Warning: FDA Food Labeling "Inconclusive"

If you really want to know how committed I am to replacing the current "health" paradigm with a more rational model focused on treating the real causes of problems, and not the symptoms, you'll find the term "FDA" comes up more than 1,100 times in articles published this year on my Web site. Many of those references refer to cautionary stories about the latest problem or conflict involving food or drug safety, common sense and the federal government.

With the FDA's latest move to loosen restrictions on food labeling, however, be prepared for even more problems and mixed messages down the road that may affect your health. The big concern: Consumers will be exposed to claims not backed entirely by research.

The change will help consumers make informed choices at the supermarket as nutritional science unfolds, FDA claims. However, some experts believe the government backed down due to strong lobbying from the food industry.

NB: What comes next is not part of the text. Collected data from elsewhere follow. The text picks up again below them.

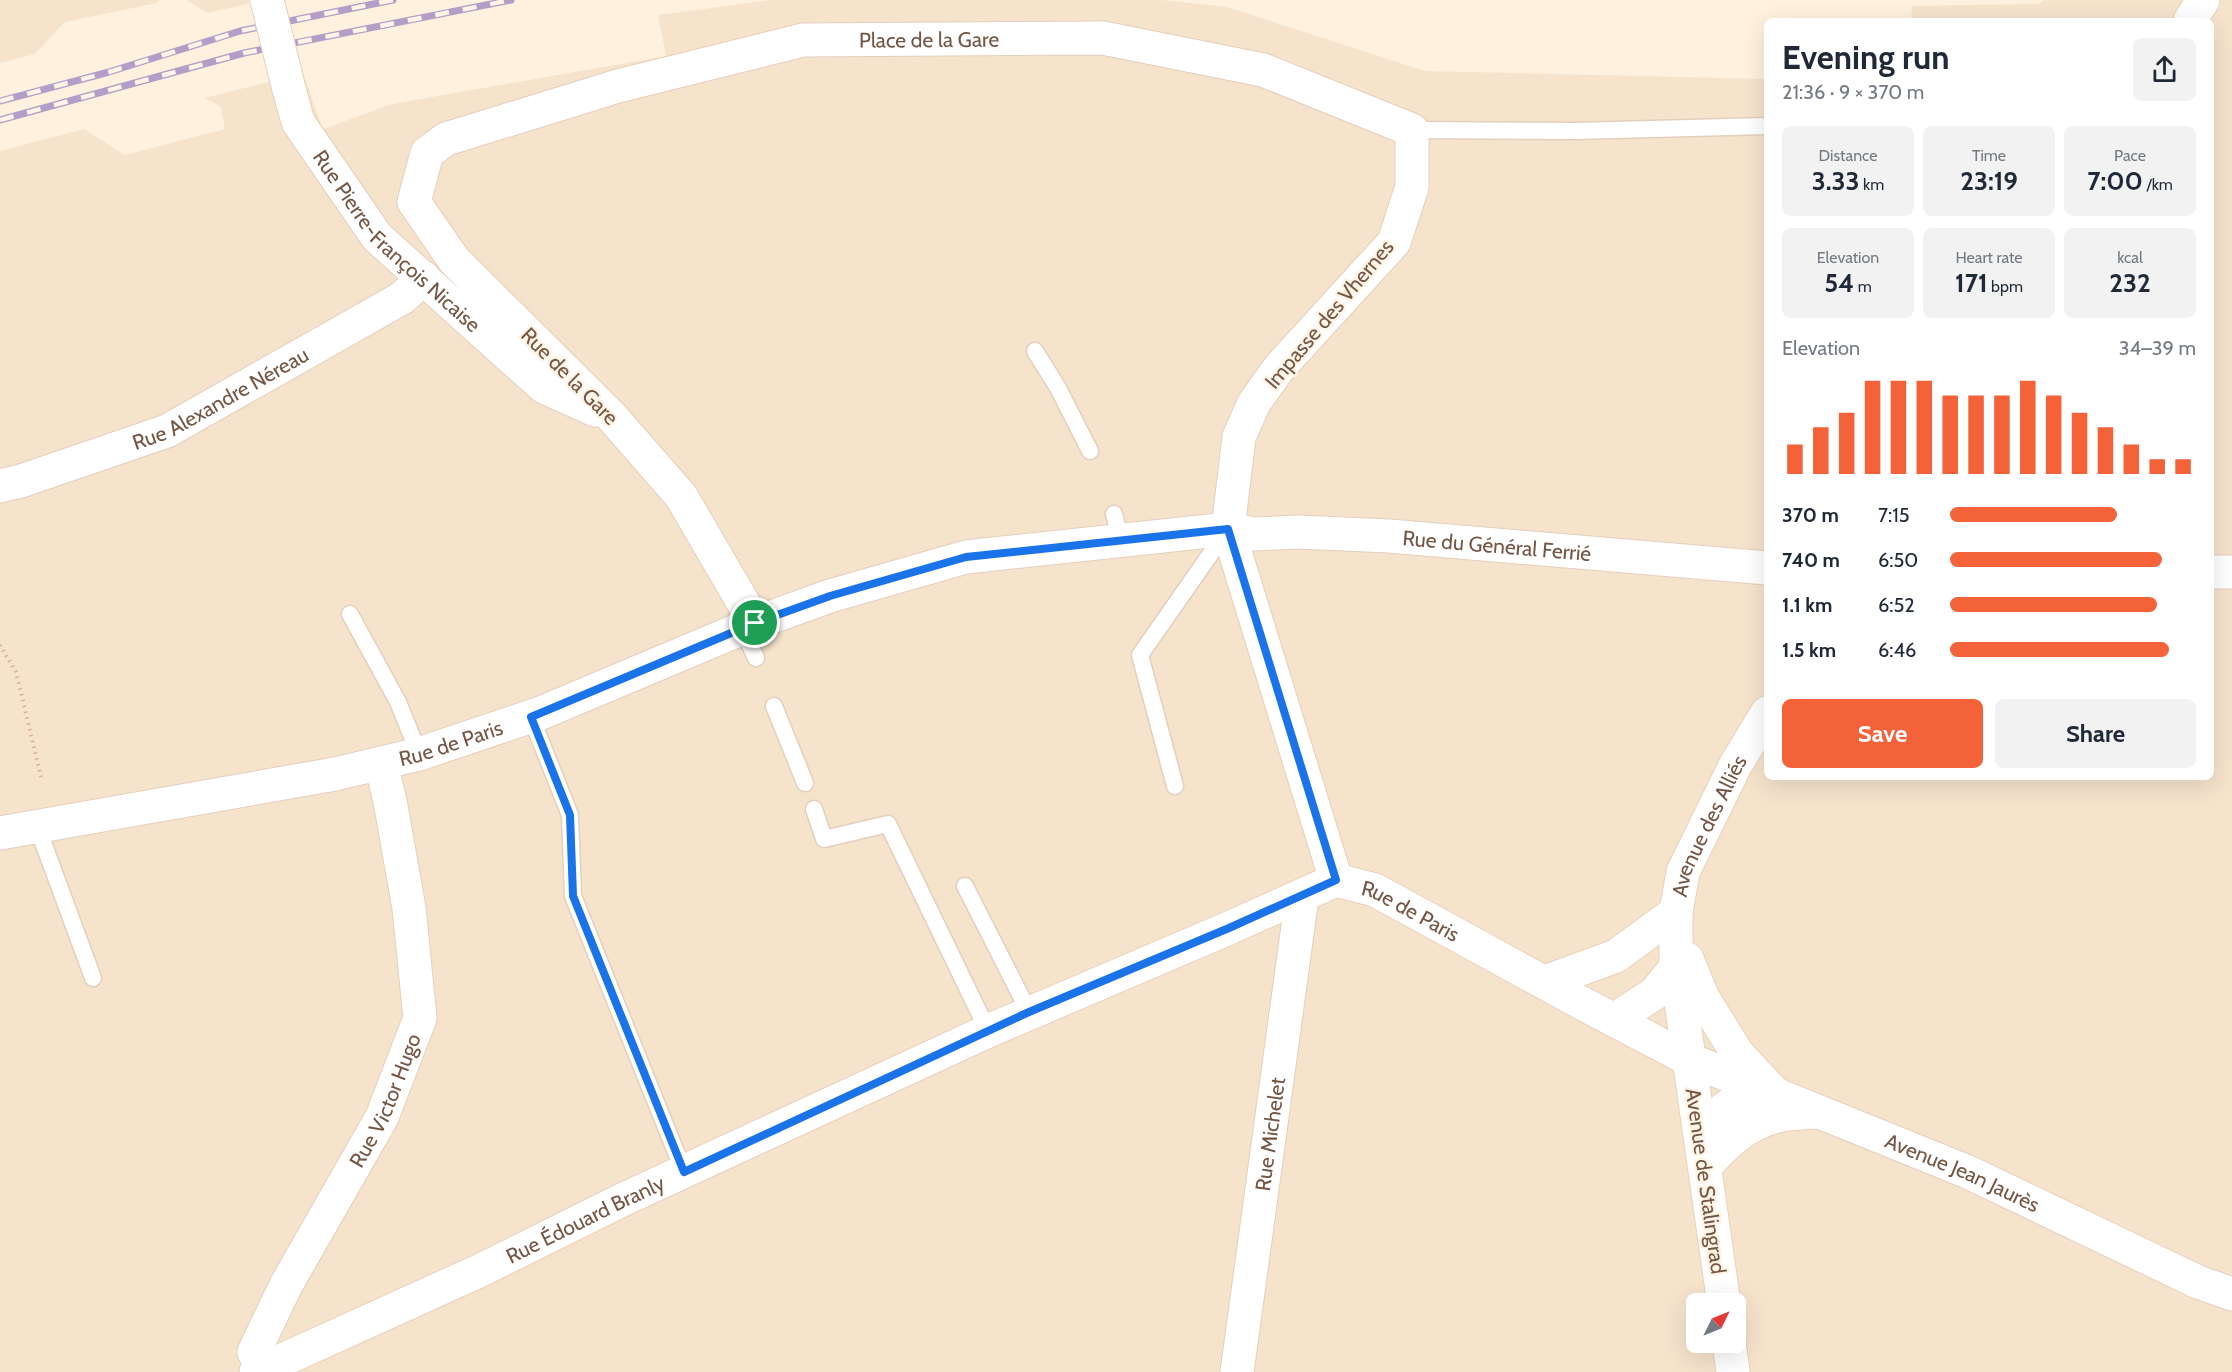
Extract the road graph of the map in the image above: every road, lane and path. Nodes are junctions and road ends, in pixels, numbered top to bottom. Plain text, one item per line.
1 (267, 0) edge
2 (2203, 0) edge
3 (2192, 18) edge
4 (1764, 126) edge
5 (1412, 130) junction
6 (446, 139) joint
7 (424, 278) junction
8 (1035, 351) dead end
9 (612, 417) junction
10 (1090, 451) dead end
11 (0, 486) edge
12 (1228, 529) junction
13 (1764, 568) edge
14 (2214, 572) edge
15 (2232, 572) edge
16 (350, 614) dead end
17 (749, 625) junction
18 (0, 645) edge
19 (756, 658) dead end
20 (774, 706) dead end
21 (531, 717) junction
22 (1764, 718) edge
23 (419, 754) junction
24 (381, 764) junction
25 (41, 777) dead end
26 (805, 783) dead end
27 (1175, 786) dead end
28 (814, 809) dead end
29 (37, 826) junction
30 (0, 833) edge
31 (1336, 880) junction
32 (965, 886) dead end
33 (1302, 897) junction
34 (1676, 921) junction
35 (1676, 967) junction
36 (93, 978) dead end
37 (1545, 982) junction
38 (1029, 1012) junction
39 (1614, 1020) junction
40 (988, 1031) junction
41 (1688, 1059) junction
42 (1767, 1092) junction
43 (1816, 1112) junction
44 (1699, 1129) junction
45 (1705, 1167) junction
46 (684, 1172) junction
47 (1722, 1293) edge
48 (2232, 1294) edge
49 (1730, 1353) edge
50 (259, 1371) edge
51 (1238, 1372) edge
52 (1733, 1372) edge

1 - 7 street, Rue Pierre-François Nicaise, bridge
2 - 3 street
4 - 5 lane
5 - 6 street, Place de la Gare
5 - 12 street, Impasse des Vhernes
6 - 9 street, Rue de la Gare
7 - 9 street, Rue Pierre-François Nicaise
7 - 11 street, Rue Alexandre Néreau
8 - 10 lane
9 - 17 street, Rue de la Gare
12 - 13 street, Rue du Général Ferrié
12 - 17 street, Rue de Paris
12 - 27 lane
12 - 31 street, Rue de Paris
14 - 15 street
16 - 23 lane
17 - 19 lane
17 - 21 street, Rue de Paris
18 - 25 path
20 - 26 lane
21 - 23 street, Rue de Paris
21 - 46 lane
22 - 34 street, Avenue des Alliés
23 - 24 street, Rue de Paris
24 - 29 street, Rue de Paris
24 - 50 street, Rue Victor Hugo
28 - 40 lane
29 - 30 street, Rue de Paris
29 - 36 lane
31 - 33 street, Rue Édouard Branly
31 - 37 street, Rue de Paris
32 - 38 lane
33 - 38 street, Rue Édouard Branly
33 - 51 street, Rue Michelet
34 - 35 street, Avenue des Alliés
34 - 37 street, Avenue des Alliés
34 - 42 street
35 - 39 street
35 - 41 street, Avenue des Alliés
37 - 39 street, Rue de Paris
38 - 40 street, Rue Édouard Branly
39 - 41 street, Rue de Paris
40 - 46 street, Rue Édouard Branly
41 - 42 street, Avenue Jean Jaurès
41 - 44 street, Avenue de Stalingrad
42 - 43 street, Avenue Jean Jaurès
42 - 44 street
43 - 45 street
43 - 48 street, Avenue Jean Jaurès
44 - 45 street, Avenue de Stalingrad
45 - 47 street, Avenue de Stalingrad
46 - 50 street, Rue Édouard Branly
49 - 52 street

In the past, only health claims for which there was "significant scientific agreement" could make their way onto food packaging: ones linking calcium to a reduced risk for osteoporosis, for example, or fiber to a reduced risk for cancer. Such claims receive a grade of "A" by the government. Now "B," "C" and "D" claims, for which there are limited data and inconclusive evidence, will start appearing.

A startling fact: The American food industry produces 3,900 calories a day for every man, woman, and child in the country, according to a New York University professor, far more than most people could or should ever eat. It's industry's job to sell those calories, she added, with your health taking a back seat.